Stored dataset items:
⁂
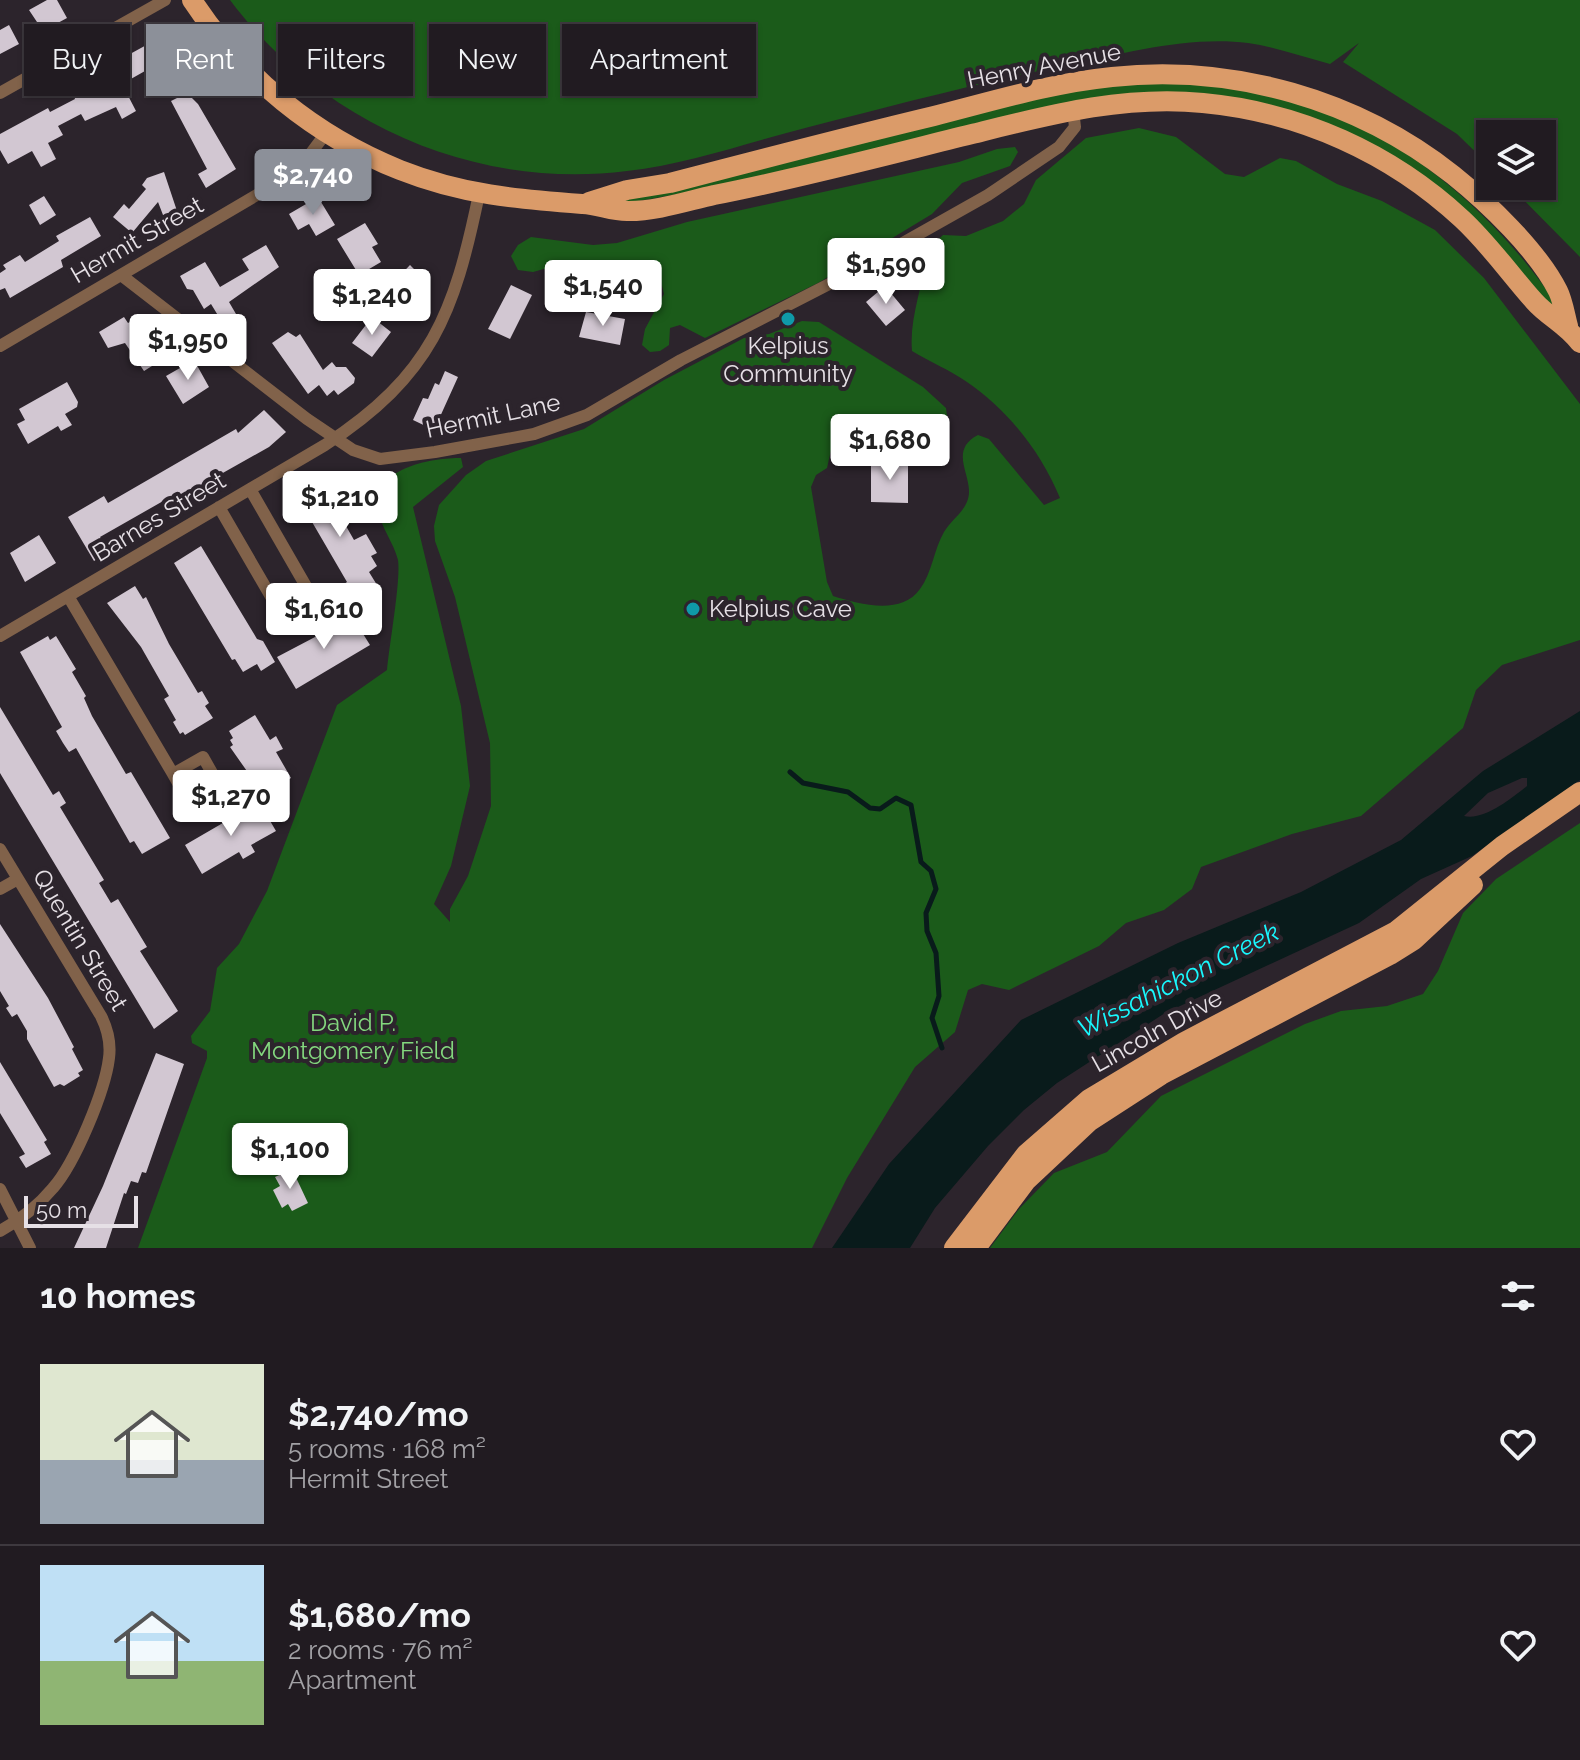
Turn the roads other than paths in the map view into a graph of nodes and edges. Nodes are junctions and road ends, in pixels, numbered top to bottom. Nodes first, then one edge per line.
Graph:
1 (165, 0) edge
2 (192, 0) edge
3 (0, 93) edge
4 (1073, 110) junction
5 (326, 133) junction
6 (479, 194) junction
7 (585, 204) junction
8 (121, 275) junction
9 (1574, 334) edge
10 (0, 346) edge
11 (335, 439) junction
12 (250, 489) junction
13 (219, 507) junction
14 (68, 596) junction
15 (0, 636) edge
16 (173, 774) dead end
17 (1580, 792) edge
18 (1580, 808) edge
19 (0, 849) edge
20 (18, 879) junction
21 (0, 889) edge
22 (0, 1189) edge
23 (18, 1221) junction
24 (0, 1231) edge
25 (30, 1248) edge
26 (954, 1248) edge
27 (976, 1248) edge

1 - 3 street
2 - 5 main road, Henry Avenue
4 - 7 main road, Henry Avenue
4 - 9 main road, Henry Avenue
4 - 11 street, Hermit Lane
5 - 6 main road, Henry Avenue
5 - 8 street, Hermit Street
6 - 7 main road, Henry Avenue
6 - 11 street, Barnes Street
7 - 9 main road, Henry Avenue
8 - 10 street, Hermit Street
8 - 11 street, Hermit Lane
11 - 12 street, Barnes Street
12 - 13 street, Barnes Street
12 - 13 street
13 - 14 street, Barnes Street
14 - 15 street, Barnes Street
14 - 16 street
17 - 26 main road, Lincoln Drive
18 - 27 main road, Lincoln Drive
19 - 20 street, Quentin Street
20 - 21 street
20 - 23 street, Quentin Street
22 - 23 street
23 - 24 street, Quentin Street
23 - 25 street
⁂
Note how many lines of the records contain the string "Hermit", and give that number with nothing added.

WRITTEN SOLUTION: 4